Realized a few things:
- I’m so far off schedule that I don’t know when I’m going to finish… even though it will most likely happen within the next twenty pages-max.
- My schedule may have been a little “wack” (as we used to say around the way), a fatal flaw that added unnecessary stress.
- I choked off the source of my creativity by worrying about the number of pages outputted instead of the frequency with which I exercised my gift.
Although the outline was finished last September something happened today that hadn’t occurred in nearly a month: The Muses came bearing gifts.
I subscribe to Steven Pressfield’s theory in “The War of Art”, that Muses honor tangible examples of our dedication to the craft by providing inspiration, ideas far superior to whatever we could have ever come up with on our own.
Don’t speak about the good ideas, cause they aren’t good enough. I’m referring to the otherworldly ideas that feel as though they’ve taken an express train from the heavens, where you’re tied into another dimension, so vivid and real that you sensuously depict each stimulus in remarkable depth.

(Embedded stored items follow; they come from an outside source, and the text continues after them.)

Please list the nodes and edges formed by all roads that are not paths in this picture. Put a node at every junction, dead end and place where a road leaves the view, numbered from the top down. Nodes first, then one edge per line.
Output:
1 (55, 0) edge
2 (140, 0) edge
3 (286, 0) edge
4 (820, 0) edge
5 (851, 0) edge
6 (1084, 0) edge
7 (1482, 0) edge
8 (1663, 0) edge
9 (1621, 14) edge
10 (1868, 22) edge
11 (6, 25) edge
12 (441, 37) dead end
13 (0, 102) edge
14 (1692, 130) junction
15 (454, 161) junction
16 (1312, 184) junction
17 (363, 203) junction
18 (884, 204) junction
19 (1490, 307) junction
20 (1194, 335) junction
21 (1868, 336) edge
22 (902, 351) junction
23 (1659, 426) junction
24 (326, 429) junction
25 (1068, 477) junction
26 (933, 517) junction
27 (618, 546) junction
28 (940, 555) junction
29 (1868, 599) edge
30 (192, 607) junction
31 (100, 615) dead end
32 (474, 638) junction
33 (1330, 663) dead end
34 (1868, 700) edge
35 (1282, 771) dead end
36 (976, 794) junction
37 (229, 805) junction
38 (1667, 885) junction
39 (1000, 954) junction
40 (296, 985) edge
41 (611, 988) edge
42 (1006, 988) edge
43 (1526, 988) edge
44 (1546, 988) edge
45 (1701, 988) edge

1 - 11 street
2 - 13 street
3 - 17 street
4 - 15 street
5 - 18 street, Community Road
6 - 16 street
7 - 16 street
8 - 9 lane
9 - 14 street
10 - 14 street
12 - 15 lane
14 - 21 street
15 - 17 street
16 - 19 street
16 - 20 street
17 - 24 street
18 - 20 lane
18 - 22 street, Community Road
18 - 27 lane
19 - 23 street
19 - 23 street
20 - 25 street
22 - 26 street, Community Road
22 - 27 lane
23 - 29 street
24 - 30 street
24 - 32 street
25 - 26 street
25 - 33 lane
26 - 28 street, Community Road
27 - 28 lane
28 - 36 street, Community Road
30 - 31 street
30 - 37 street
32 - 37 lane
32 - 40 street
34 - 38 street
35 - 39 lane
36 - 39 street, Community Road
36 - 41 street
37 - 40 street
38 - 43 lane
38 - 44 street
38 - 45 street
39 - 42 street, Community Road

And it feels easy. Like cheating.
No doubt, Muses at work.
Blah, blah, blah. Anyway, the New Year’s celebration came and went. Story didn’t magically finish and there’s a great word: magic. To paraphrase the words of Little Sara (artist friend / sometime muse), I didn’t let the magic happen… I didn’t leave room for the magic to happen. I took a soulful process and beat the life out of it. Not every moment but often enough to lose my way, even if it meant missing out on moments that would have been edgy and raw. Beautiful at times.
What an educational process writing my first novel has been. A joy exists that hadn’t existed in years, not since I played live music in the L.A. area back in the mid-nineties. There’s a freedom that comes with flying, similar to sex but different. Exponentially more powerful because more people and energies are interacting.
This is where I would usually end with the word count, number of paragraphs, and what chapter I was working in. My clever little gimmick. Instead I’ll end by saying it’s after midnight and I know I should turn in… but Muses came bearing gifts. You see, I’m taking my two main characters on a steeper, scarier forced march than initially planned. Pain will be felt, lines will be crossed, final consequences set into motion. Story left the starting line at ten-plus on the intensity scale, and I’m blowing the roof of this bitch at the end!
…no, borderline arrogance.
I’ll say sincerely that I feel as though I’m but a conduit for this form of expression. I feel connected to the world, part of a community.